A wearable I built for elders with Alzheimer's after seeing my grandma struggle with wandering and falls. It uses on-device AI to detect falls and send alerts to caregivers.

2018 - 2024
Hardware IoT On-device AI

TL;DR

Spent 6 years building a wearable for my grandma with Alzheimer's. Custom PCBs, LoRa, on-device AI. Beat 18,000 college students as a high schooler to win $40k from Samsung. Featured in The Guardian. Met the Prime Minister.

Alpha Monitor is a wearable device that detects when elderly patients with dementia fall, wander away, or have an accident, and instantly alerts caregivers.


the problem

I was 12, spending summer at my grandmother's house.

She had recently been diagnosed with Alzheimer's. It's not just memory loss. She didn't just forget my name or who I was. She lost her sense of self. Her sense of body and mind. She would get up in the middle of the night because she had no idea where she was, or even who she was.

One night, I watched her get off her bed and wander outside. Our in-home caregiver didn't even notice. Another night, I heard noise in the kitchen at 2am. She was trying to cook something. She had left the gas on.

Alzheimer's is brutal. It takes everything. Your memories. Your identity. Your independence. There are 55 million people living with dementia worldwide. By 2050, that number will triple. Most caregivers have no support. They can't watch their loved ones 24/7. They live in constant fear.

I looked for something in the market that could help. I couldn't find anything that actually worked.


the solution

Alpha Monitor is a wearable device that detects when elderly patients with dementia fall, wander away, or have an accident, and instantly alerts caregivers.

The wearable is completely customizable. It monitors all body movements to detect falls, wandering out of bed, or signs of panic. Strap it on, put it in a pocket, tuck it in a sock.

Alpha Monitor Wearable Alpha Monitor Hub

The wearable (left) and the receiver hub (right)
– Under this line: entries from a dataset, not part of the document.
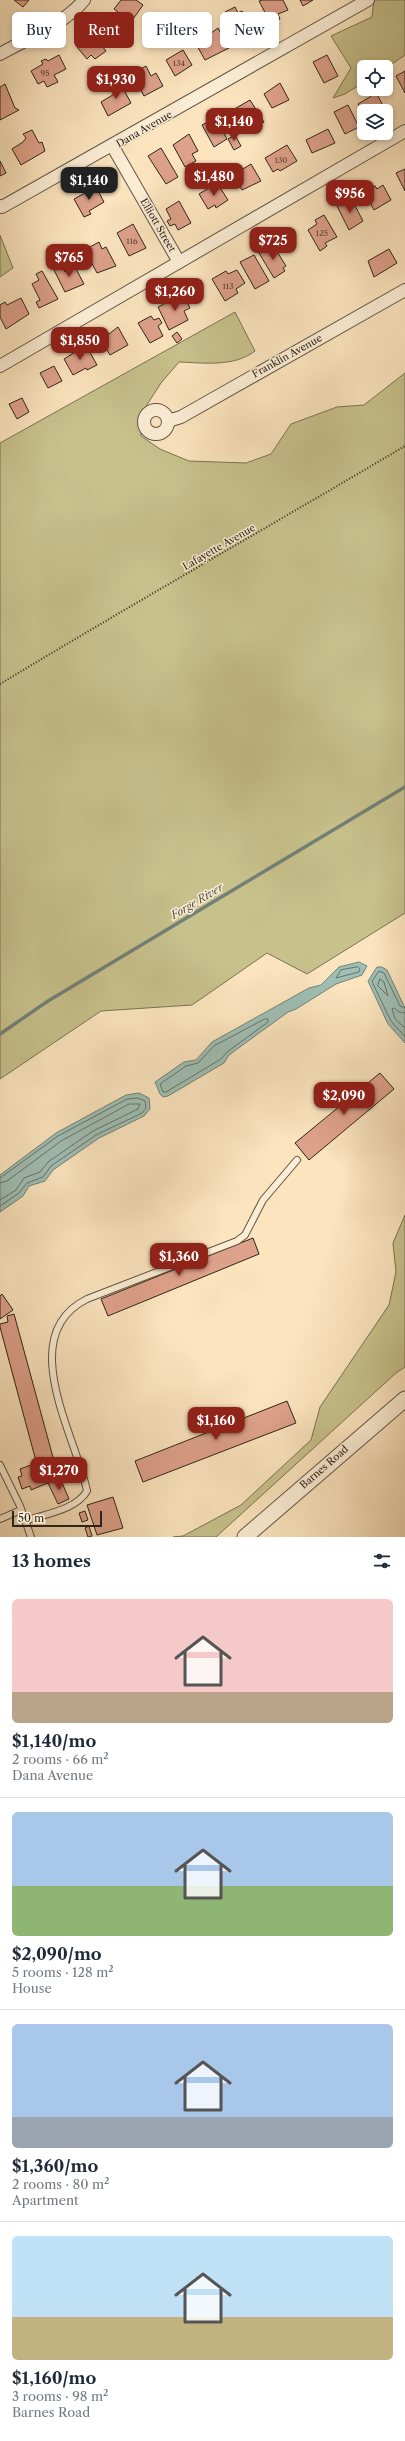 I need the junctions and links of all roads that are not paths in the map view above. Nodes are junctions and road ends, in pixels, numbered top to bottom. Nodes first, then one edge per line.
1 (84, 0) edge
2 (368, 0) edge
3 (0, 54) edge
4 (405, 131) edge
5 (113, 146) junction
6 (1, 210) edge
7 (179, 262) junction
8 (405, 290) edge
9 (0, 366) edge
10 (168, 421) dead end
11 (297, 1160) dead end
12 (405, 1399) edge
13 (0, 1465) edge
14 (21, 1510) junction
15 (0, 1519) edge
16 (25, 1521) junction
17 (31, 1537) edge
18 (245, 1537) edge

1 - 3 street
2 - 5 street, Dana Avenue
4 - 7 street
5 - 6 street, Dana Avenue
5 - 7 street, Elliott Street
7 - 9 street
8 - 10 street, Franklin Avenue
11 - 16 lane
12 - 18 street, Barnes Road
13 - 14 lane
14 - 15 lane
14 - 16 lane
16 - 17 lane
"Many patients don't like wearing a watch. They pull it off. That's why the device had to be something that can be worn on any part of the body."
โ€” Ms. Bala Sundari, Co-founder, Alzheimer's and Related Disorders Society of India Hyderabad

It works completely without WiFi or Bluetooth. Most monitoring devices lose connection when a patient moves out of range. Alpha Monitor uses LoRa (long-range radio). It can detect a person over a mile away.
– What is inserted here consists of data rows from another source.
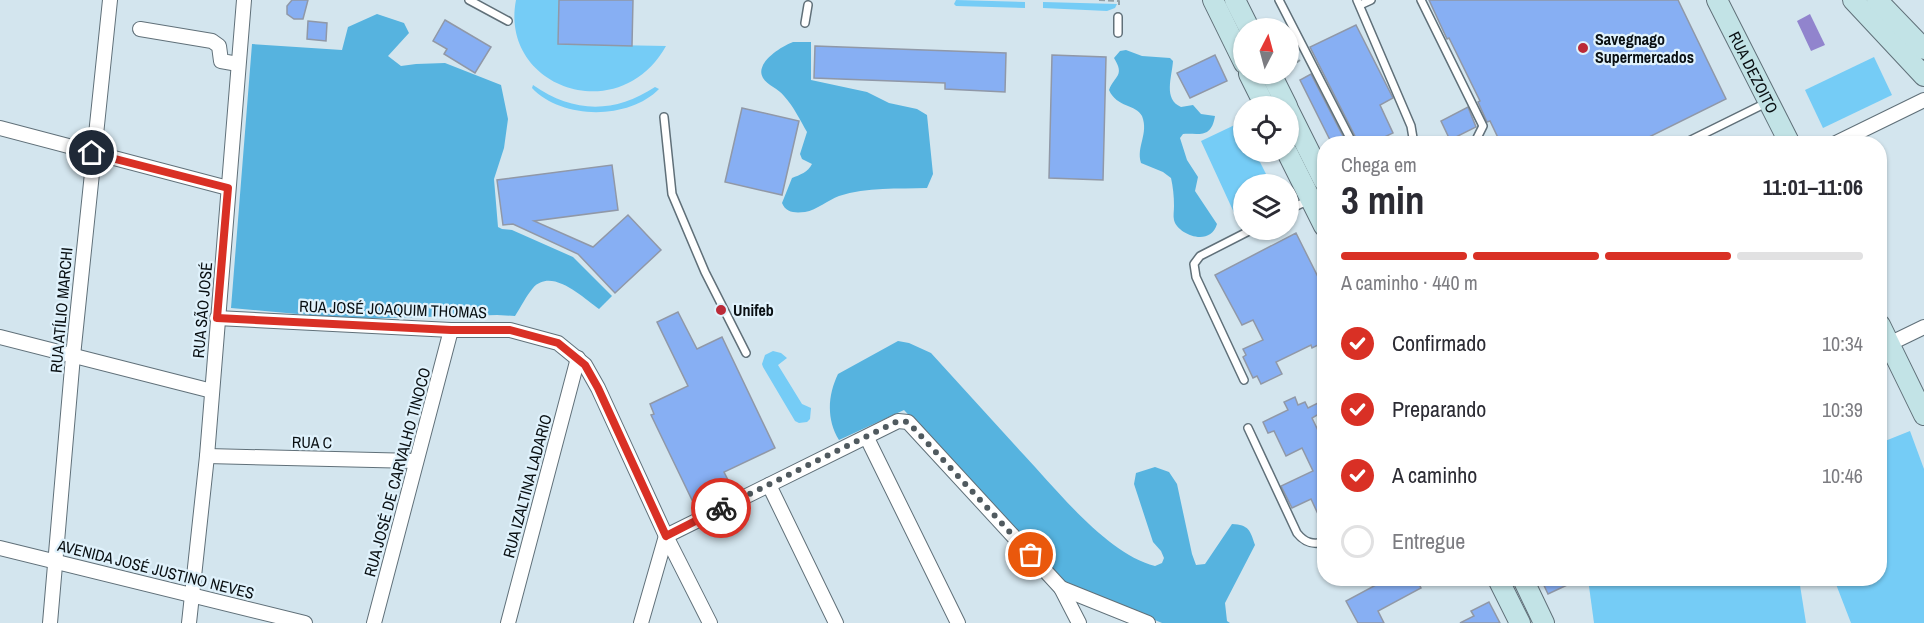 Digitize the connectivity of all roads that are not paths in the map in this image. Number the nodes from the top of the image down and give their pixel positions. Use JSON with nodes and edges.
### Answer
{"nodes":[{"id":1,"x":110,"y":0,"type":"edge"},
{"id":2,"x":244,"y":0,"type":"edge"},
{"id":3,"x":469,"y":0,"type":"edge"},
{"id":4,"x":1213,"y":0,"type":"edge"},
{"id":5,"x":1235,"y":0,"type":"edge"},
{"id":6,"x":1279,"y":0,"type":"edge"},
{"id":7,"x":1371,"y":0,"type":"edge"},
{"id":8,"x":1421,"y":0,"type":"edge"},
{"id":9,"x":1717,"y":0,"type":"edge"},
{"id":10,"x":1853,"y":0,"type":"edge"},
{"id":11,"x":1877,"y":0,"type":"edge"},
{"id":12,"x":1359,"y":3,"type":"edge"},
{"id":13,"x":808,"y":6,"type":"dead end"},
{"id":14,"x":1118,"y":17,"type":"road end"},
{"id":15,"x":1244,"y":18,"type":"edge"},
{"id":16,"x":508,"y":21,"type":"dead end"},
{"id":17,"x":805,"y":23,"type":"dead end"},
{"id":18,"x":140,"y":28,"type":"dead end"},
{"id":19,"x":1118,"y":33,"type":"dead end"},
{"id":20,"x":1233,"y":41,"type":"edge"},
{"id":21,"x":1924,"y":49,"type":"edge"},
{"id":22,"x":238,"y":64,"type":"junction"},
{"id":23,"x":1924,"y":76,"type":"edge"},
{"id":24,"x":1924,"y":100,"type":"edge"},
{"id":25,"x":1768,"y":102,"type":"junction"},
{"id":26,"x":664,"y":117,"type":"dead end"},
{"id":27,"x":0,"y":129,"type":"edge"},
{"id":28,"x":1299,"y":130,"type":"edge"},
{"id":29,"x":1349,"y":136,"type":"edge"},
{"id":30,"x":1413,"y":136,"type":"edge"},
{"id":31,"x":1478,"y":136,"type":"edge"},
{"id":32,"x":1699,"y":136,"type":"edge"},
{"id":33,"x":1786,"y":136,"type":"edge"},
{"id":34,"x":1850,"y":136,"type":"edge"},
{"id":35,"x":92,"y":153,"type":"junction"},
{"id":36,"x":1292,"y":162,"type":"edge"},
{"id":37,"x":1317,"y":167,"type":"edge"},
{"id":38,"x":228,"y":188,"type":"junction"},
{"id":39,"x":1311,"y":199,"type":"junction"},
{"id":40,"x":1299,"y":205,"type":"edge"},
{"id":41,"x":1317,"y":211,"type":"edge"},
{"id":42,"x":1233,"y":239,"type":"edge"},
{"id":43,"x":217,"y":318,"type":"junction"},
{"id":44,"x":1924,"y":327,"type":"edge"},
{"id":45,"x":451,"y":330,"type":"junction"},
{"id":46,"x":0,"y":337,"type":"edge"},
{"id":47,"x":1887,"y":340,"type":"edge"},
{"id":48,"x":1889,"y":344,"type":"junction"},
{"id":49,"x":746,"y":353,"type":"dead end"},
{"id":50,"x":72,"y":356,"type":"junction"},
{"id":51,"x":578,"y":358,"type":"junction"},
{"id":52,"x":1244,"y":380,"type":"dead end"},
{"id":53,"x":212,"y":391,"type":"junction"},
{"id":54,"x":1924,"y":415,"type":"edge"},
{"id":55,"x":1248,"y":428,"type":"dead end"},
{"id":56,"x":867,"y":438,"type":"junction"},
{"id":57,"x":207,"y":456,"type":"junction"},
{"id":58,"x":416,"y":460,"type":"junction"},
{"id":59,"x":769,"y":485,"type":"junction"},
{"id":60,"x":666,"y":536,"type":"junction"},
{"id":61,"x":1317,"y":543,"type":"edge"},
{"id":62,"x":0,"y":548,"type":"edge"},
{"id":63,"x":55,"y":562,"type":"junction"},
{"id":64,"x":1502,"y":586,"type":"edge"},
{"id":65,"x":1526,"y":586,"type":"edge"},
{"id":66,"x":1061,"y":588,"type":"junction"},
{"id":67,"x":192,"y":594,"type":"junction"},
{"id":68,"x":50,"y":623,"type":"edge"},
{"id":69,"x":189,"y":623,"type":"edge"},
{"id":70,"x":304,"y":623,"type":"edge"},
{"id":71,"x":374,"y":623,"type":"edge"},
{"id":72,"x":508,"y":623,"type":"edge"},
{"id":73,"x":641,"y":623,"type":"edge"},
{"id":74,"x":710,"y":623,"type":"edge"},
{"id":75,"x":836,"y":623,"type":"edge"},
{"id":76,"x":958,"y":623,"type":"edge"},
{"id":77,"x":1079,"y":623,"type":"edge"},
{"id":78,"x":1148,"y":623,"type":"edge"},
{"id":79,"x":1520,"y":623,"type":"edge"},
{"id":80,"x":1545,"y":623,"type":"edge"}],
"edges":[{"from":1,"to":35,"type":"street","name":"RUA ATÍLIO MARCHI"},
{"from":2,"to":22,"type":"street","name":"RUA SÃO JOSÉ"},
{"from":3,"to":16,"type":"lane"},
{"from":4,"to":20,"type":"main road"},
{"from":5,"to":15,"type":"main road"},
{"from":6,"to":29,"type":"lane"},
{"from":7,"to":12,"type":"lane"},
{"from":8,"to":31,"type":"lane"},
{"from":9,"to":25,"type":"main road","name":"RUA DEZOITO"},
{"from":10,"to":23,"type":"main road"},
{"from":11,"to":21,"type":"main road"},
{"from":12,"to":30,"type":"lane"},
{"from":13,"to":17,"type":"lane"},
{"from":14,"to":19,"type":"lane"},
{"from":18,"to":22,"type":"street"},
{"from":22,"to":38,"type":"street","name":"RUA SÃO JOSÉ"},
{"from":24,"to":34,"type":"street"},
{"from":25,"to":32,"type":"lane"},
{"from":25,"to":33,"type":"main road","name":"RUA DEZOITO"},
{"from":26,"to":49,"type":"lane"},
{"from":27,"to":35,"type":"street"},
{"from":28,"to":37,"type":"main road"},
{"from":35,"to":38,"type":"street"},
{"from":35,"to":50,"type":"street","name":"RUA ATÍLIO MARCHI"},
{"from":36,"to":39,"type":"main road"},
{"from":38,"to":43,"type":"street","name":"RUA SÃO JOSÉ"},
{"from":39,"to":40,"type":"lane"},
{"from":39,"to":41,"type":"main road"},
{"from":42,"to":52,"type":"lane"},
{"from":43,"to":45,"type":"street","name":"RUA JOSÉ JOAQUIM THOMAS"},
{"from":43,"to":53,"type":"street","name":"RUA SÃO JOSÉ"},
{"from":44,"to":48,"type":"street"},
{"from":45,"to":51,"type":"street","name":"RUA JOSÉ JOAQUIM THOMAS"},
{"from":45,"to":58,"type":"street","name":"RUA JOSÉ DE CARVALHO TINOCO"},
{"from":46,"to":50,"type":"street"},
{"from":47,"to":48,"type":"main road"},
{"from":48,"to":54,"type":"main road"},
{"from":50,"to":53,"type":"street"},
{"from":50,"to":63,"type":"street","name":"RUA ATÍLIO MARCHI"},
{"from":51,"to":60,"type":"street","name":"RUA JOSÉ JOAQUIM THOMAS"},
{"from":51,"to":72,"type":"street","name":"RUA IZALTINA LADARIO"},
{"from":53,"to":57,"type":"street","name":"RUA SÃO JOSÉ"},
{"from":55,"to":61,"type":"lane"},
{"from":56,"to":59,"type":"street"},
{"from":56,"to":66,"type":"street"},
{"from":56,"to":76,"type":"street"},
{"from":57,"to":58,"type":"street","name":"RUA C"},
{"from":57,"to":67,"type":"street","name":"RUA SÃO JOSÉ"},
{"from":58,"to":71,"type":"street","name":"RUA JOSÉ DE CARVALHO TINOCO"},
{"from":59,"to":60,"type":"street"},
{"from":59,"to":75,"type":"street"},
{"from":60,"to":73,"type":"street"},
{"from":60,"to":74,"type":"street","name":"RUA JOSÉ JOAQUIM THOMAS"},
{"from":62,"to":63,"type":"street","name":"AVENIDA JOSÉ JUSTINO NEVES"},
{"from":63,"to":67,"type":"street","name":"AVENIDA JOSÉ JUSTINO NEVES"},
{"from":63,"to":68,"type":"street","name":"RUA ATÍLIO MARCHI"},
{"from":64,"to":79,"type":"main road"},
{"from":65,"to":80,"type":"main road"},
{"from":66,"to":77,"type":"street"},
{"from":66,"to":78,"type":"street"},
{"from":67,"to":69,"type":"street","name":"RUA SÃO JOSÉ"},
{"from":67,"to":70,"type":"street","name":"AVENIDA JOSÉ JUSTINO NEVES"}]}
The system has two parts: a compact wearable and a receiver station. It monitors falls, wandering, walking patterns, posture, temperature, and pulse. If something goes wrong, caregivers get instant alerts at home and on their phones.


the internet

I was 12. No formal training in electronics. No mentor. No engineering degree. My teacher was YouTube.

I spent hours watching robotics tutorials by Paul McWhorter, a high school teacher who posted videos online. When I didn't understand something, I googled it. When Google didn't help, I emailed professors and engineers directly. Most of them actually replied.

I ended up teaching myself hardware engineering, firmware development, PCB design, and machine learning. All from the internet.


the 6 year journey

The first prototype was a huge box. Embarrassingly huge. I had no idea what I was doing.

I went through 22 prototypes. Three major PCB iterations. The first version used nRF24L01 modules, but the range was terrible. Switched to LoRa, testing both Ra-02 and RFM95W modules with custom 433 MHz antennas.

I designed schematics in EasyEDA and Altium. Fabricated boards with manufacturers in Hyderabad (Siri Circuits), nationally, and internationally. Packages getting stuck in customs became a recurring nightmare.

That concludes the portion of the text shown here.